So, what’ll it be today? Should we have ice cream and cookies for breakfast or sit down to a nice, healthy egg-white and kale omelet? Neither seems really appealing to me. My tastes lie somewhere in the middle. Ranging out to the extreme ends of any spectrum is nice once in a while, but there’s a reason most human beings gravitate towards a central common ground. With the exception of my inexplicable aversion for shiny paint, I think the same holds true for me—especially when it comes to building vehicles, selecting editorial topics for 4WOR, and even deciding where to take the Ultimate Adventure.
Take the UACJ-6D we (and by “we” I mostly mean Tech Editor Verne Simons) built for this year’s UA. Sure, by some accounts it is a completely gonzo, over-the-top creation that’s beyond the scope of anybody’s budget.

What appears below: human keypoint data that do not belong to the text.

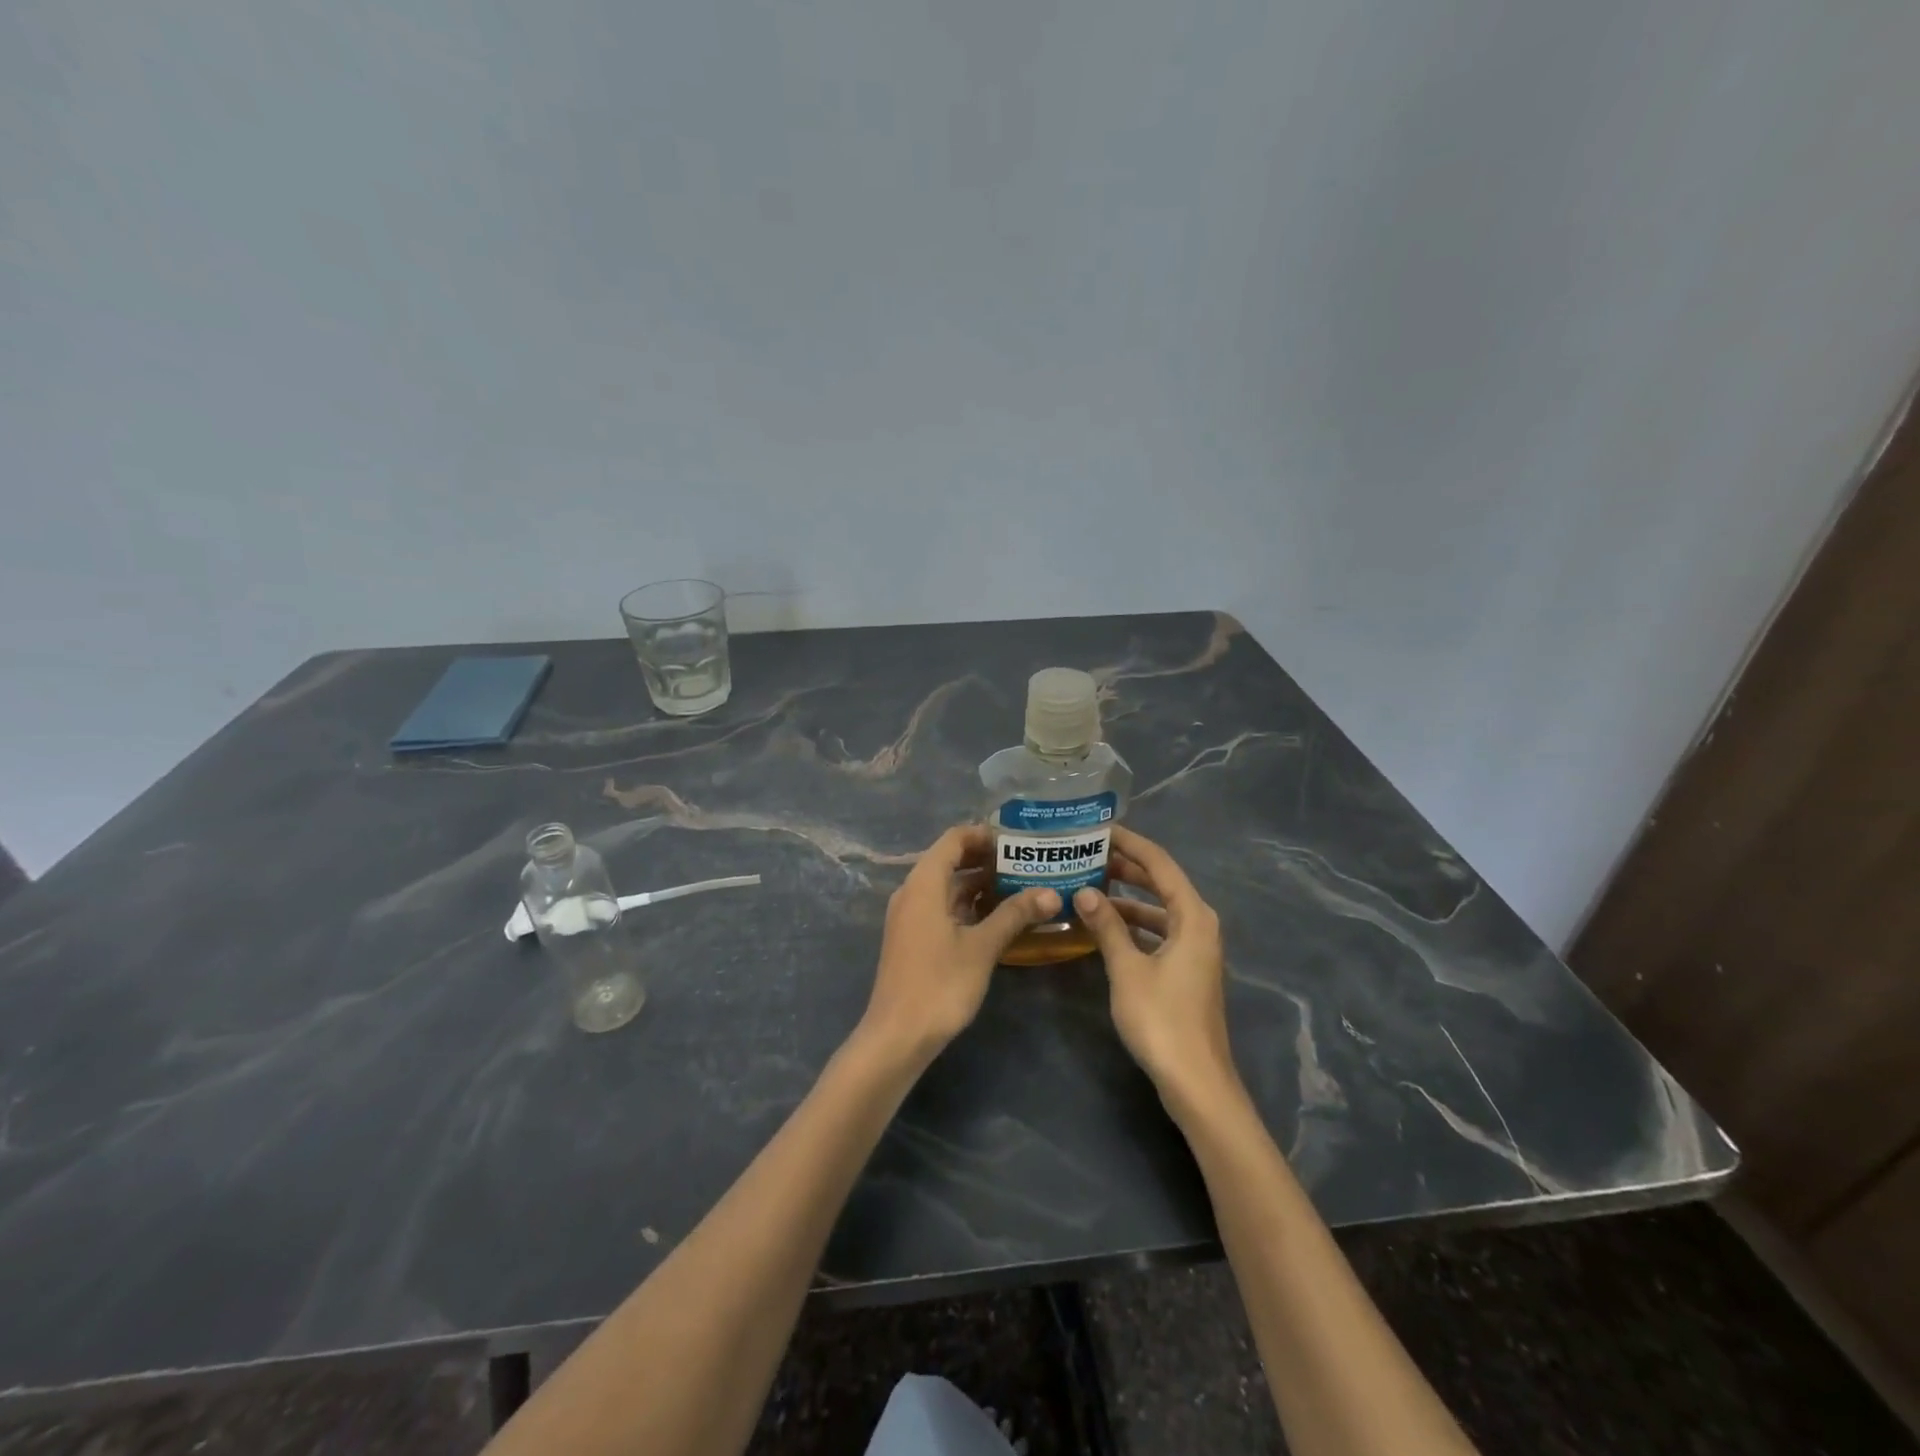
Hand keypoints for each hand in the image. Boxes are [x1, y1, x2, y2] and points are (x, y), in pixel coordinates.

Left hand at [858, 824, 1060, 1061]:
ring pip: (948, 887)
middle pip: (950, 860)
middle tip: (1027, 863)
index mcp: (924, 883)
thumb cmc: (939, 984)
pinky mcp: (914, 938)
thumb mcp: (982, 947)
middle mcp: (912, 892)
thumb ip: (1015, 915)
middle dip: (987, 859)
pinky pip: (943, 907)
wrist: (897, 1036)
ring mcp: (910, 916)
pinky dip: (969, 906)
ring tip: (1021, 886)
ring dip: (980, 884)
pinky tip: (998, 917)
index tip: (1017, 840)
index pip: (954, 839)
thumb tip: (1051, 893)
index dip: (984, 834)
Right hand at [1072, 827, 1242, 1119]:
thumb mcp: (1128, 969)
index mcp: (1193, 916)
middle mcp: (1199, 925)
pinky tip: (1104, 928)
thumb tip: (1084, 891)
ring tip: (1088, 886)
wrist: (1196, 1083)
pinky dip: (1133, 925)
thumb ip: (1107, 926)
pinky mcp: (1187, 970)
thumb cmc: (1162, 1020)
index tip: (1099, 829)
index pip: (1159, 864)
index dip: (1130, 844)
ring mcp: (1195, 949)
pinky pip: (1158, 932)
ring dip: (1127, 898)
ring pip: (1158, 909)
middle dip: (1126, 868)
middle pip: (1161, 883)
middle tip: (1087, 853)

But when you compare it with some crazy builds out there, it’s really not that stupid. It’s unique but not exorbitant. Heck, you could build it for less than some four-door JKs we see in Moab. The Cummins R2.8L Turbo Diesel engine, Ultimate Dana 60 crate axles, and even the slinky Skyjacker Curt LeDuc Series coilover suspension are each relatively affordable and easy-to-install options. We used a Ranger Overdrive and Offroad Design Magnum Box Doubler (we’ll never, ever, ever harm that beefy Magnum Box) because we wanted a gear for any occasion without skimping on quality and we eschewed a spendy eight-speed auto transmission for an unrebuilt $100 SM420 we found in a pile of parts behind a buddy’s shop: Balance. Compared with some UA creations from the past, the UACJ-6D falls roughly in the middle of the over-the-top crazy scale, which is right where the flagship vehicle of the world’s most real-world off-road event should be, in my opinion.
As for 4WOR editorial topics, you wouldn’t believe some of the pitches I get from would-be writers. “Hey, you wanna cover this $500,000 eight-wheel-drive overlanding truck I’m building? I already scammed six winches, eight snorkels, five rooftop tents, and three spare engines for it, and if I don’t get some coverage on the buildup then companies are gonna expect me to write checks for this stuff. Come on, be a pal.”

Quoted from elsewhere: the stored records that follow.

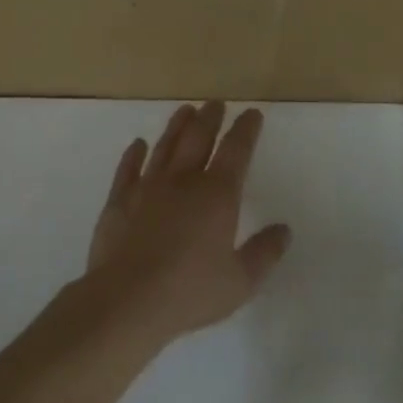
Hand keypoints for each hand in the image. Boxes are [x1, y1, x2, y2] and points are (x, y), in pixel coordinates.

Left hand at [84, 102, 292, 344]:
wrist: (127, 299)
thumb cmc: (190, 291)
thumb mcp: (240, 281)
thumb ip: (264, 253)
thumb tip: (284, 230)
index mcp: (218, 195)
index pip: (236, 151)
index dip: (246, 130)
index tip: (252, 114)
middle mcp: (183, 181)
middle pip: (198, 139)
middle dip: (210, 118)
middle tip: (215, 103)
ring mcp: (147, 187)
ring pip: (165, 147)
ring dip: (176, 127)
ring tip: (185, 110)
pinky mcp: (119, 201)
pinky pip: (128, 168)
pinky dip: (134, 153)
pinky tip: (138, 144)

I’m not a pal. I’m 4WOR’s guardian. I remember reading this magazine as a college kid with virtually zero disposable income. When I saw those uber-expensive stories I’d just flip the page and look for an Ed Fortson or David Freiburger or Rick Péwé story about how to do some real-world tech that I someday had a chance of duplicating. Anything high-buck had to be really entertaining, groundbreaking, or compelling. Or at the very least the story had to be about something I could emulate with lower-cost equipment. I don’t think gold-plated winches and $25,000 paintjobs get the job done on that front. Like ice cream for breakfast, it might be nice one in a blue moon, but you can’t live on it.
And as for the Ultimate Adventure, my predecessors—Cole Quinnell, Rick Péwé, and Fred Williams—did a fantastic job keeping the event relevant for nearly two decades. As the event crisscrosses more and more of the Lower 48, it’s admittedly tempting to take the event out of North America. Perhaps a hardcore off-road assault across the wilds of Patagonia, a re-creation of a Camel Trophy jungle route, an invasion of New Zealand, or even an island-hopping excursion in Hawaii might be epic adventures some would want to read and watch video about, but just getting to the starting point of some of those places would cost more than our participants spend on the whole Ultimate Adventure by itself. In a recent column I opined about doing the exact opposite, proposing an alternate event called the Average Adventure. The response was overwhelmingly positive.
I don’t want to turn this column into a monthly committee questionnaire. And I’m absolutely not about to water down the UA or change it into an uber-expensive international explorer’s club. But let me know your thoughts on an international UA-inspired event. Is it ice cream and kale omelets, or something more palatable?